Carbon monoxide and chromophoric dissolved organic matter cycles in the shelf waters of the northern California upwelling system

Abstract

An annual program of approximately bimonthly seawater sampling was conducted off the coast of the Bodega Marine Laboratory in the California Current upwelling system (CCUS) to investigate controls on dissolved carbon monoxide (CO) and its photochemical parent, chromophoric dissolved organic matter (CDOM). A diel steady state model was developed to quantify CO sources and sinks throughout the day. Observed midday CO spanned 2.7–17 nmol L−1, and correlated strongly with coincident CDOM absorption; however, rapid microbial consumption rates (0.05–0.80 h−1) were such that ∼95% of the CO generated was metabolized within the ocean surface. Further indication of the dominant influence of the microbial ecosystem was the persistent observation of a strong “dark production,” which contributed ∼25% of the diurnal source strength within the top 17 m of the ocean.

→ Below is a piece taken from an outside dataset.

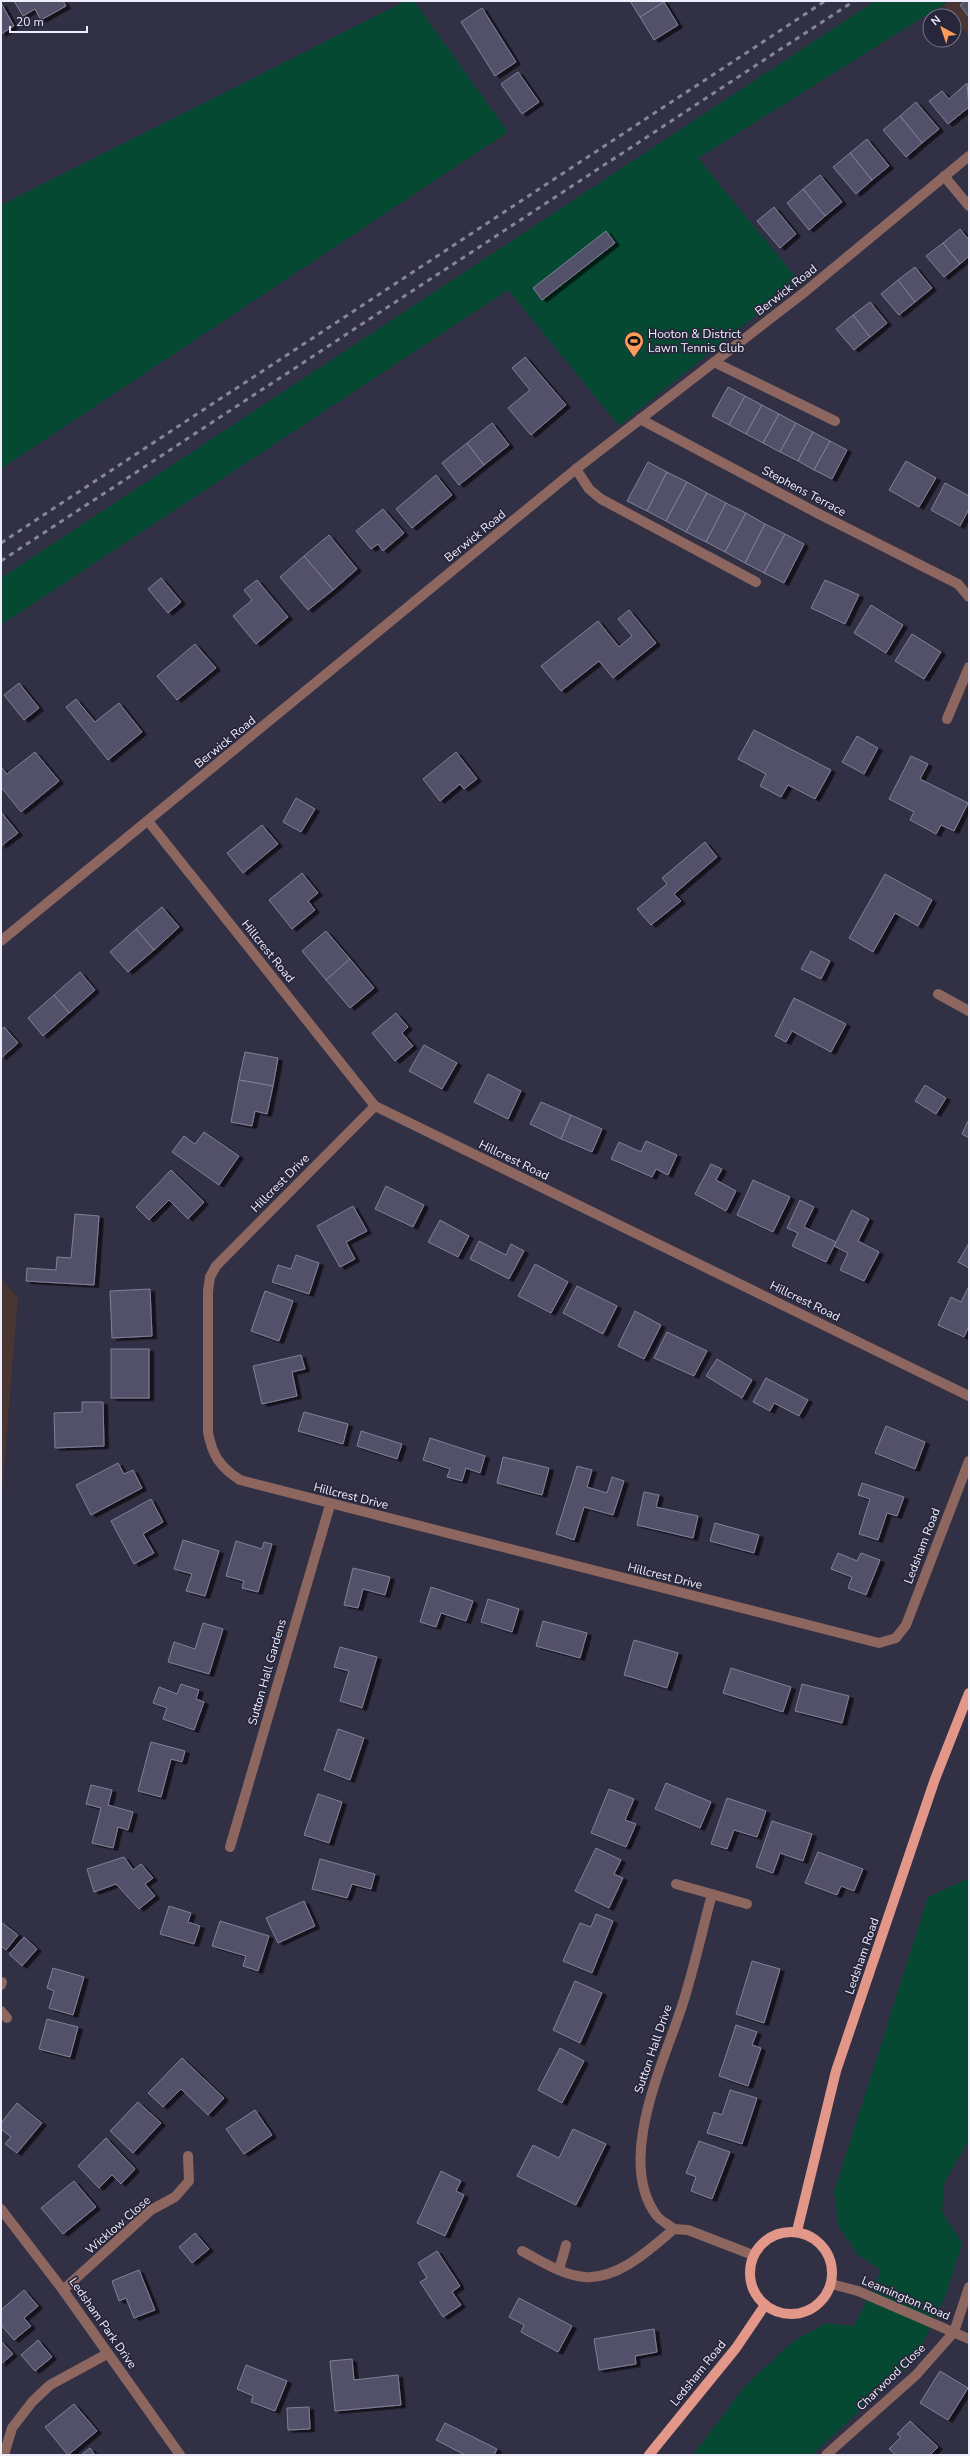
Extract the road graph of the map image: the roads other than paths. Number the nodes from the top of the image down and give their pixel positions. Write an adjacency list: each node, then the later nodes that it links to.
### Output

The dark source correlated strongly with biological oxidation rates and CDOM, suggesting that it is the result of incomplete respiration of biologically labile DOM. CDOM was lowest in recently upwelled waters, implying that its origin is from the induced primary production and not from shelf sediment resuspension. The estimated CO air‐sea flux was highly variable (average of 5 μmol m−2 d−1), and most likely inconsequential to the atmospheric budget in coastal regions. The photolytic source strength of CO2 from CDOM (2.7 mmol m−2 d−1) was estimated by scaling to modeled CO photoproduction rates. This photolytic remineralization rate represents ∼2.5% of the net primary production in the CCUS, implying that CDOM photobleaching may play a significant role in the carbon cycling of upwelling systems.